While experimenting with the idea for a game, Nintendo came up with a concept with the tentative title Adam and Eve. It would feature two humans that would develop by themselves, but when it was deemed too uninteractive, Pikmin were added. Soon after, the whole idea was scrapped, and development for Pikmin began. The Red Bulborb, which originated as a mammoth-like creature in that game, was re-used for Pikmin.

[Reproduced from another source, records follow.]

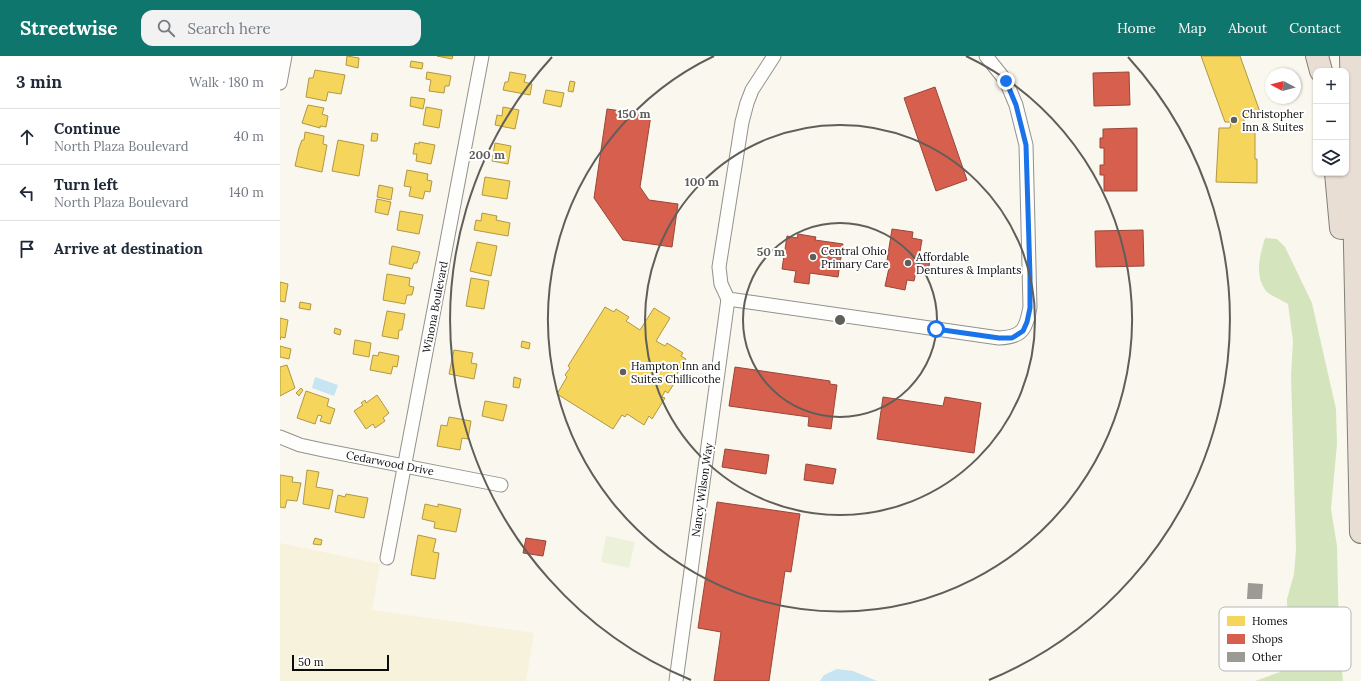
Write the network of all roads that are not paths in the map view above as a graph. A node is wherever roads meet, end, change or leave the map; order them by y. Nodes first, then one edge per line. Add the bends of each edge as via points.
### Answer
1 (285, 56) edge
2 (482, 56) edge
3 (774, 56) edge
4 (986, 56) edge
5 (1317, 56) edge
6 (1351, 56) edge
7 (1320, 68) edge
8 (280, 83) edge
9 (1336, 176) edge
10 (728, 299) junction
11 (1358, 387) junction
12 (280, 437) edge
13 (404, 466) junction
14 (501, 485) dead end
15 (1361, 532) edge
16 (387, 558) dead end
17 (676, 681) edge

1 - 8 street
2 - 13 street, Winona Boulevard
3 - 10 street via 752,90 742,122 719,267 721,284
4 - 10 street via 1006,81 1016,105 1026,145 1030,308 1023,331 1012,338 999,338
5 - 7 highway
6 - 11 highway
9 - 11 highway
10 - 17 street, Nancy Wilson Way
11 - 15 highway
12 - 13 street, Cedarwood Drive via 300,445
13 - 14 street, Cedarwood Drive
13 - 16 street, Winona Boulevard

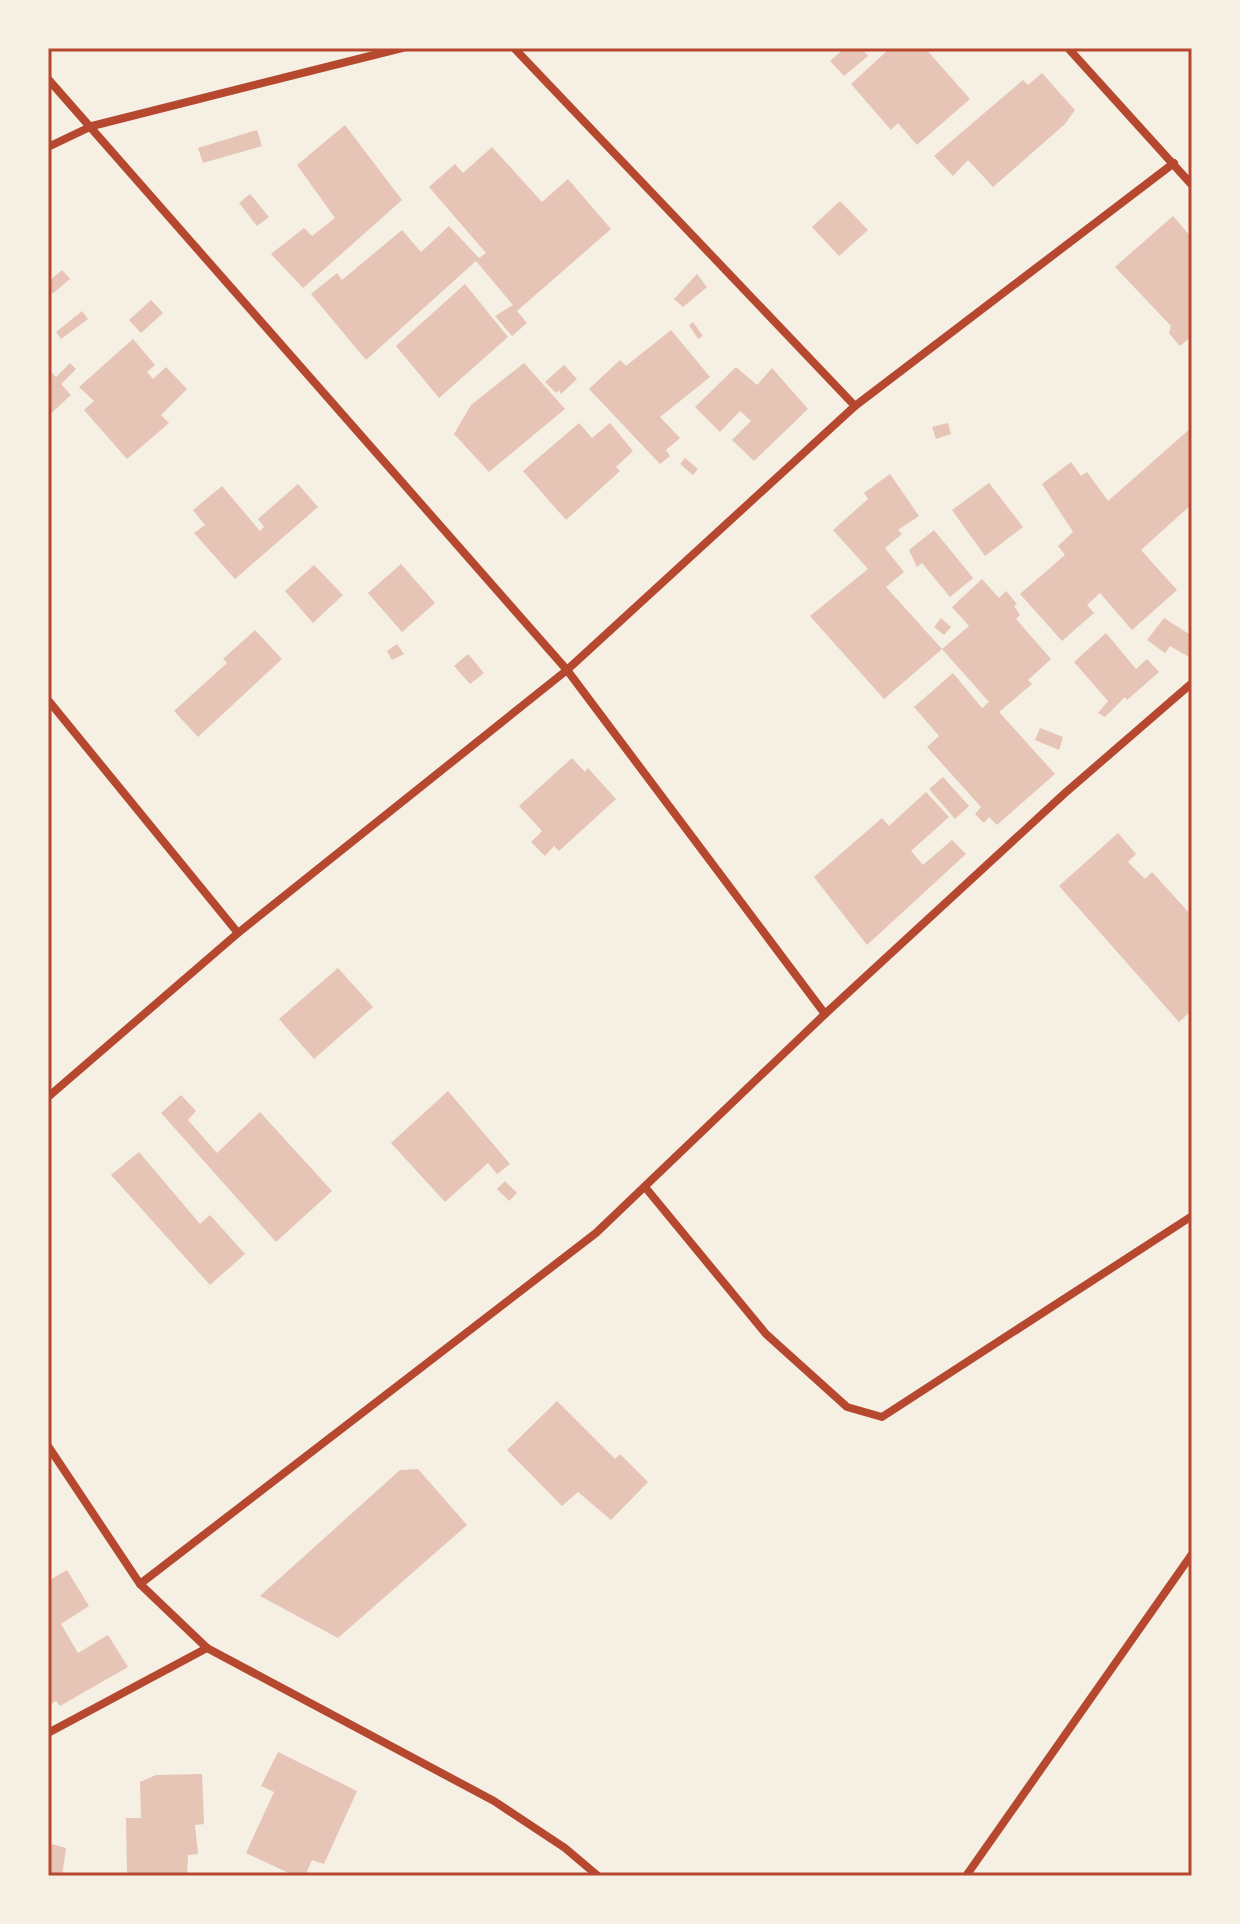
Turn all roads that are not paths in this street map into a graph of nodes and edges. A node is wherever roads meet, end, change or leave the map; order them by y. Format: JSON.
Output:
{"nodes":[{"id":1,"x":402,"y":48,"type":"edge"},
{"id":2,"x":514,"y":48,"type":"edge"},
{"id":3,"x":1068,"y":48,"type":"edge"},
{"id":4,"x":48,"y":79,"type":"edge"},
{"id":5,"x":92,"y":126,"type":"junction"},
{"id":6,"x":48,"y":147,"type":"edge"},
{"id":7,"x":1174,"y":163,"type":"junction"},
{"id":8,"x":1192,"y":185,"type":"edge"},
{"id":9,"x":855,"y":406,"type":"junction"},
{"id":10,"x":567,"y":670,"type":"junction"},
{"id":11,"x":1192,"y":683,"type":"edge"},
{"id":12,"x":48,"y":700,"type":"edge"},
{"id":13,"x":238,"y":933,"type":"junction"},
{"id":14,"x":825,"y":1014,"type":"junction"},
{"id":15,"x":48,"y":1097,"type":"edge"},
{"id":16,"x":645,"y":1187,"type":"junction"},
{"id":17,"x":1192,"y":1216,"type":"edge"},
{"id":18,"x":48,"y":1446,"type":"edge"},
{"id":19,"x":1192,"y":1554,"type":"edge"},
{"id":20,"x":140,"y":1584,"type":"junction"},
{"id":21,"x":207,"y":1648,"type":"junction"},
{"id":22,"x":48,"y":1733,"type":"edge"},
{"id":23,"x":598,"y":1876,"type":"edge"},
{"id":24,"x":966,"y":1876,"type":"edge"}],
"edges":[{"from":1,"to":5,"type":"street"},
{"from":2,"to":9,"type":"street"},
{"from":3,"to":7,"type":"street"},
{"from":4,"to":5,"type":"street"},
{"from":5,"to":6,"type":"street"},
{"from":5,"to":10,"type":"street"},
{"from":7,"to":8,"type":"street"},
{"from":7,"to":9,"type":"street"},
{"from":9,"to":10,"type":"street"},
{"from":10,"to":13,"type":"street"},
{"from":10,"to":14,"type":"street"},
{"from":11,"to":14,"type":"street"},
{"from":12,"to":13,"type":"street"},
{"from":13,"to":15,"type":"street"},
{"from":14,"to":16,"type":"street"},
{"from":16,"to":17,"type":"street"},
{"from":16,"to":20,"type":"street"},
{"from":18,"to":20,"type":"street"},
{"from":19,"to":24,"type":"street"},
{"from":20,"to":21,"type":"street"},
{"from":21,"to":22,"type":"street"},
{"from":21,"to":23,"type":"street"}]}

The first reveal of the Pikmin project came on E3 2002, where Shigeru Miyamoto played the game live. By that point, the general mechanics resembled the final product, but several assets, resources and quirks were different.

Release[edit]

The game was eventually released on October 26th, 2001 in Japan, December 2nd, 2001 in North America, and June 14th, 2002 in Europe and Australia. Later, in 2004, the sequel, Pikmin 2, was released. Later still in 2008, a remake for the Wii, titled New Play Control! Pikmin was launched.

Reception[edit]

Pikmin received mostly positive reviews. Sites like IGN and GameSpot gave it scores close to 90%, praising its uniqueness and visuals, but complaining about the camera. On its first week, it sold over 100,000 copies, although the numbers started decreasing in the following weeks. Ai no Uta helped boost sales, but became an unexpected hit, even surpassing the sales for the game itself.

Lists[edit]

Glitches[edit]

Mistakes[edit]

Prototype information[edit]

Regional differences[edit]

Unused content[edit]

Easter eggs and secrets[edit]

Quotes[edit]

Credits[edit]

Gallery[edit]

Trivia[edit]

  • Page 23 of the instruction manual describes a strategy against Red Bulborbs, but contains a typo: it has "holdung on to the feet" instead of "holding on to the feet".
  • During the game's development, it was originally planned to be a different game, called Adam and Eve, featuring elements from a canceled Mario game, Super Mario 128. This idea was canceled because Miyamoto couldn't think of a storyline.
  • Some of the resources used for the scenery in the game come from the mountains and the gardens around Shigeru Miyamoto's house.[1]
  • It is possible to collect all 30 ship parts in 6 in-game days. Such a playthrough is known as a 6-day run.